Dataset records
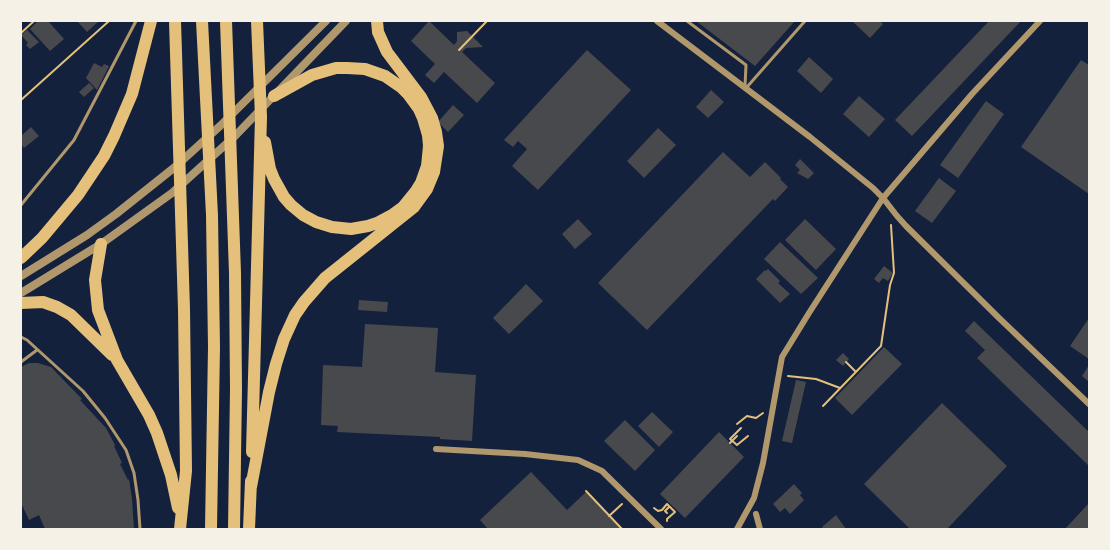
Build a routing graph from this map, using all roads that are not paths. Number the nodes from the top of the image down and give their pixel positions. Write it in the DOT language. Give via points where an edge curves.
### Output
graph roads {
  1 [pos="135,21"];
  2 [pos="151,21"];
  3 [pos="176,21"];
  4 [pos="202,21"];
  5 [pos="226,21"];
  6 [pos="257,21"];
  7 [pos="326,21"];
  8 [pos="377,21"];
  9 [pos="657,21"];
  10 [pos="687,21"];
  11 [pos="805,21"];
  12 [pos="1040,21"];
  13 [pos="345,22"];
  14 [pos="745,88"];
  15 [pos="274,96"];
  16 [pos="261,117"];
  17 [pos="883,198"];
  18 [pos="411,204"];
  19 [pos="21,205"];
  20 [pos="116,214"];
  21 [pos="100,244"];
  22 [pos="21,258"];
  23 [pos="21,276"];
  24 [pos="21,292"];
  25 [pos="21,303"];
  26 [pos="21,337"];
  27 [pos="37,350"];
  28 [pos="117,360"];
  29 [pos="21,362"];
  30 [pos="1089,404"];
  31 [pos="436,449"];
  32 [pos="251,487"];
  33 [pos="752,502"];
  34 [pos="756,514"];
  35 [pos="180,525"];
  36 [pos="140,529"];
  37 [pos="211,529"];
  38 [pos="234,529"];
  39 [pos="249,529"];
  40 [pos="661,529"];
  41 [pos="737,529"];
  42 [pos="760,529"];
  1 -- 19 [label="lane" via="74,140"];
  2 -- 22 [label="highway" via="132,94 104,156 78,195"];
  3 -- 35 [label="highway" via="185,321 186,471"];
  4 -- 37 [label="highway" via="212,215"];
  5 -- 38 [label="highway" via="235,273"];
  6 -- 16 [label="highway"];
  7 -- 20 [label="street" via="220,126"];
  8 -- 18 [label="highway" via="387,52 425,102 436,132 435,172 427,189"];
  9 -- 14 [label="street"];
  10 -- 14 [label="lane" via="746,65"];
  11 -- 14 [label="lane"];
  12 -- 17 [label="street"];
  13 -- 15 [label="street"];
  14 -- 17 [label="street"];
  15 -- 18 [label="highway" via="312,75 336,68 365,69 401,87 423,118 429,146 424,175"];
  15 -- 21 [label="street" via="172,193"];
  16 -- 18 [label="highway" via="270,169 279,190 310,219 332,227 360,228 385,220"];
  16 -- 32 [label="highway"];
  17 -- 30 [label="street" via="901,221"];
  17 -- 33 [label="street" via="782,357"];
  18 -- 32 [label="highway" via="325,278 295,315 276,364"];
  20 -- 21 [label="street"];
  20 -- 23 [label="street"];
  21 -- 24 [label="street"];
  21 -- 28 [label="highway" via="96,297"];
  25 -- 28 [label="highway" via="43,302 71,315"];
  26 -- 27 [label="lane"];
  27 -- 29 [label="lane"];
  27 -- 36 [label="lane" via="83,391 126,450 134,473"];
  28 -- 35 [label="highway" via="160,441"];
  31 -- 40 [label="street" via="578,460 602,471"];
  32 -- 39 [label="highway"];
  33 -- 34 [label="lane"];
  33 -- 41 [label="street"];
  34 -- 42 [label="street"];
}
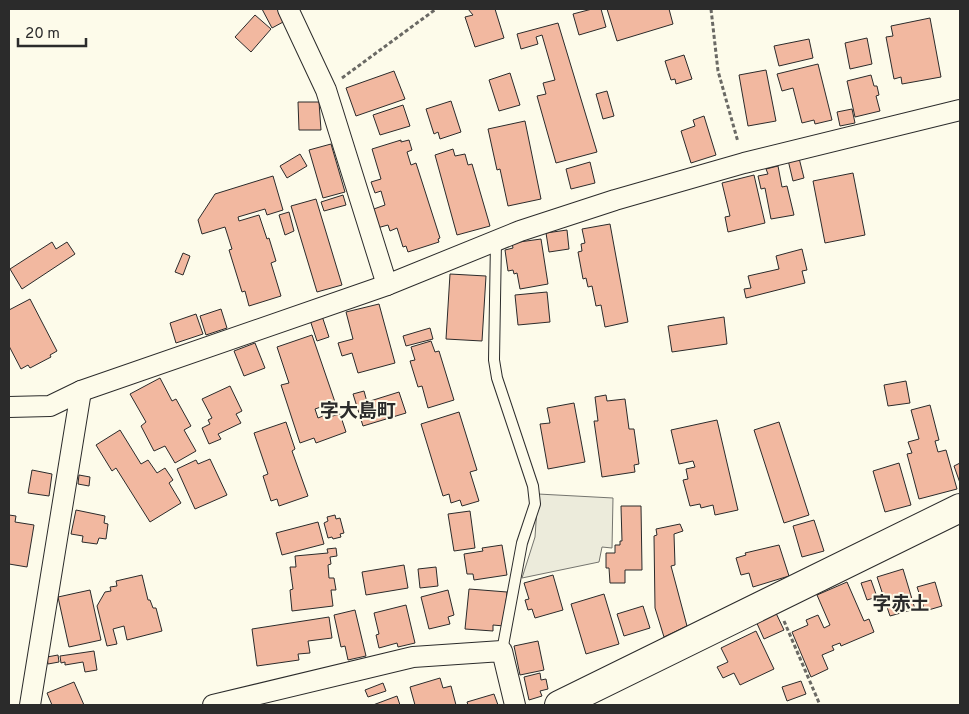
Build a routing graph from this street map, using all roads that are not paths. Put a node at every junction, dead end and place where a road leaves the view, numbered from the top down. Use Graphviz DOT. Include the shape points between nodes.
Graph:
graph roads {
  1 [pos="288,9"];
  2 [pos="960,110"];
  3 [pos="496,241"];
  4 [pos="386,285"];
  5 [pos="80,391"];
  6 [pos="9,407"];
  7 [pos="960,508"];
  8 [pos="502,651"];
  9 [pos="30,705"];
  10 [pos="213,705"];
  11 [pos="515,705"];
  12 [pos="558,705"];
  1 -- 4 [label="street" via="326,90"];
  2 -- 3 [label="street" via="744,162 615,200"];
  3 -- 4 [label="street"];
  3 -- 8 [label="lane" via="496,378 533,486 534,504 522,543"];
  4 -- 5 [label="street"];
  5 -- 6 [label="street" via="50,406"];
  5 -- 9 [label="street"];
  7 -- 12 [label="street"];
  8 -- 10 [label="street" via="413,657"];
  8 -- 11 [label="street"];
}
---
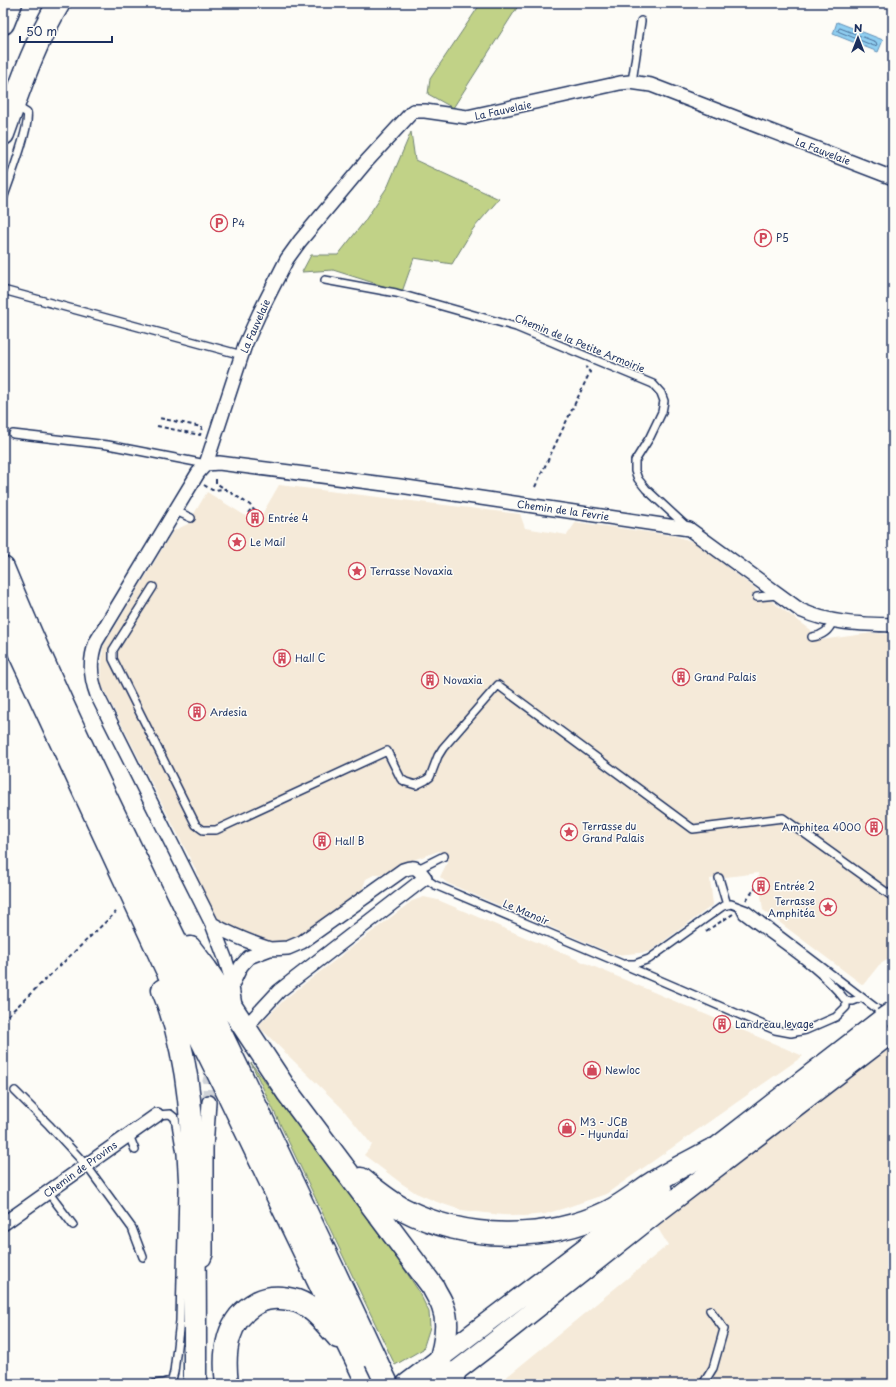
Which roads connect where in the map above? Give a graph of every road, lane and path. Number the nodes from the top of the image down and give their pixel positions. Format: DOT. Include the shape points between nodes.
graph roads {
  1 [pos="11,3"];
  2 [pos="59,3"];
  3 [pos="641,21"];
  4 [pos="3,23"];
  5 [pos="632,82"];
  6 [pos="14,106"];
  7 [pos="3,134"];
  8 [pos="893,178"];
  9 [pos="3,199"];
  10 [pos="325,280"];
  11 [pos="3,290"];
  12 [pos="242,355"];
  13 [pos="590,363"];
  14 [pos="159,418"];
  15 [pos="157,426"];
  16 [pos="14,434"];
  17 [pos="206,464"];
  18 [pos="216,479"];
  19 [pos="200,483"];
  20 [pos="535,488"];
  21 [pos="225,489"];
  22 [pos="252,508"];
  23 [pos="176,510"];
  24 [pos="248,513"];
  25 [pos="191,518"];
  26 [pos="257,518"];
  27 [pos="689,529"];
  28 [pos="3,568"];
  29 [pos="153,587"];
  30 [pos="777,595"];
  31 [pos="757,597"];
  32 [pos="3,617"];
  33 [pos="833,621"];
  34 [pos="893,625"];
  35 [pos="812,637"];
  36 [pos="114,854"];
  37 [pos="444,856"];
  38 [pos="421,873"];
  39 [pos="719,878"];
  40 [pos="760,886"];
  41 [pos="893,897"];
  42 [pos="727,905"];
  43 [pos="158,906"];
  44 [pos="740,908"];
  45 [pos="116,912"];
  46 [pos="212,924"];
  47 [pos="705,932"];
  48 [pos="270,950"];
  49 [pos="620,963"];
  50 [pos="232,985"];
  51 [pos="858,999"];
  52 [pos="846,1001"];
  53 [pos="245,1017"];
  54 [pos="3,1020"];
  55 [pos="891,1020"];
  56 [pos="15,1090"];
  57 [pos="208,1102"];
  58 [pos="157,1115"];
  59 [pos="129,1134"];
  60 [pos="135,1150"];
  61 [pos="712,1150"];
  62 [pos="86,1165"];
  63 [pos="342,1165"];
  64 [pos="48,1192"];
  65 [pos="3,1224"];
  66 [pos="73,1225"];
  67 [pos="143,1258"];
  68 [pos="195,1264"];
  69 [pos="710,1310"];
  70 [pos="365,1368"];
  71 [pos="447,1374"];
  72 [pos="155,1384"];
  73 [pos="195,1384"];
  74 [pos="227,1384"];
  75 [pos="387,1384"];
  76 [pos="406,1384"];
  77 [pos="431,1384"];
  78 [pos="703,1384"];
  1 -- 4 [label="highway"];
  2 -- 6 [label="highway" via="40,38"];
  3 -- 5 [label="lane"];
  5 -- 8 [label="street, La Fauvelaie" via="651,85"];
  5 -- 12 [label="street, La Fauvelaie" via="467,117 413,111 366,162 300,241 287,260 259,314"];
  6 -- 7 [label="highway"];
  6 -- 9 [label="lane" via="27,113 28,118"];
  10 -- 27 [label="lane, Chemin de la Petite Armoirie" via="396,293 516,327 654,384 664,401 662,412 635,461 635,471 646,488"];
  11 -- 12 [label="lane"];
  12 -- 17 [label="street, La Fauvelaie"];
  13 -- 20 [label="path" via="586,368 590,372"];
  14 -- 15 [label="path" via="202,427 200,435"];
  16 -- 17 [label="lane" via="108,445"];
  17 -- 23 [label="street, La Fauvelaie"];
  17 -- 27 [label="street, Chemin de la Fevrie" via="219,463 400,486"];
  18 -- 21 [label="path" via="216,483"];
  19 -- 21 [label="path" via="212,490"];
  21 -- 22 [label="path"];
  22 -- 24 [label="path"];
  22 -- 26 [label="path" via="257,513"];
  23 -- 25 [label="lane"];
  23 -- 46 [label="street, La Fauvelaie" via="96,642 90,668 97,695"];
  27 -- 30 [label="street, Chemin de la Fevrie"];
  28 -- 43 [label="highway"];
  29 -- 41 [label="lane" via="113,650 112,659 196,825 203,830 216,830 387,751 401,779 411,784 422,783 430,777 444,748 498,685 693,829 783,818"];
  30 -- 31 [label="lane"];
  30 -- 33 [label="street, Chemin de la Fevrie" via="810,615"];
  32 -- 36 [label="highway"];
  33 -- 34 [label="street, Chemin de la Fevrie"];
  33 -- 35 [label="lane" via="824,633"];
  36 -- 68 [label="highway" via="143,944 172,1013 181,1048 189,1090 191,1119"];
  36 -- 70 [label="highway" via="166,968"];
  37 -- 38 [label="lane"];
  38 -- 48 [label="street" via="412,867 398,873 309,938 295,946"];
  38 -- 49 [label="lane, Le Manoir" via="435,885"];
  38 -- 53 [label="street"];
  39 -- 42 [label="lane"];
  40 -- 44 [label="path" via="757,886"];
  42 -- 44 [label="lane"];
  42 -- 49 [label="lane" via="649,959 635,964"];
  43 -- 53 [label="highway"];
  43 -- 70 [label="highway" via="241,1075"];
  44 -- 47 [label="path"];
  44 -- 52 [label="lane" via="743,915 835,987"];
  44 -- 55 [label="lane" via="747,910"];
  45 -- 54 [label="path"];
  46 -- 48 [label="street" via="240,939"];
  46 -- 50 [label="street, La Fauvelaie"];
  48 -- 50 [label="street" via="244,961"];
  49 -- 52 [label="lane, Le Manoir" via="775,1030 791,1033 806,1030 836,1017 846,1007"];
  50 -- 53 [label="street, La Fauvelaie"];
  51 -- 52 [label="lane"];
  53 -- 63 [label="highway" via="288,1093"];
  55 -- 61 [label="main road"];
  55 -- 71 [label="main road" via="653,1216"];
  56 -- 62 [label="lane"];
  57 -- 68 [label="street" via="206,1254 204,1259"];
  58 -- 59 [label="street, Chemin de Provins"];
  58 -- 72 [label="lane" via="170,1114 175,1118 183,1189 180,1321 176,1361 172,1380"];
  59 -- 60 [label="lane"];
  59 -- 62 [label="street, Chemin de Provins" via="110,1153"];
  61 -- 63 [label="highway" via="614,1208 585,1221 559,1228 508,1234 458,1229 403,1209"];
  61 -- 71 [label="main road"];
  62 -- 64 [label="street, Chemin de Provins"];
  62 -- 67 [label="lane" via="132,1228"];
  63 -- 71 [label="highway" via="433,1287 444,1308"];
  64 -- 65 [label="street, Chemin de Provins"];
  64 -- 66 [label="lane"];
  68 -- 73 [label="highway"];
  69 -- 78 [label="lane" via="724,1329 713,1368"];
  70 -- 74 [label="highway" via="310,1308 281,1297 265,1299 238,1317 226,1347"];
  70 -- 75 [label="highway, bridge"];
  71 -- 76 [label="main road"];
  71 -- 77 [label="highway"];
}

ASSIGNMENT
For each line above that has the word "from", add one to a tally, and report the final tally alone.

EXERCISE SOLUTION
3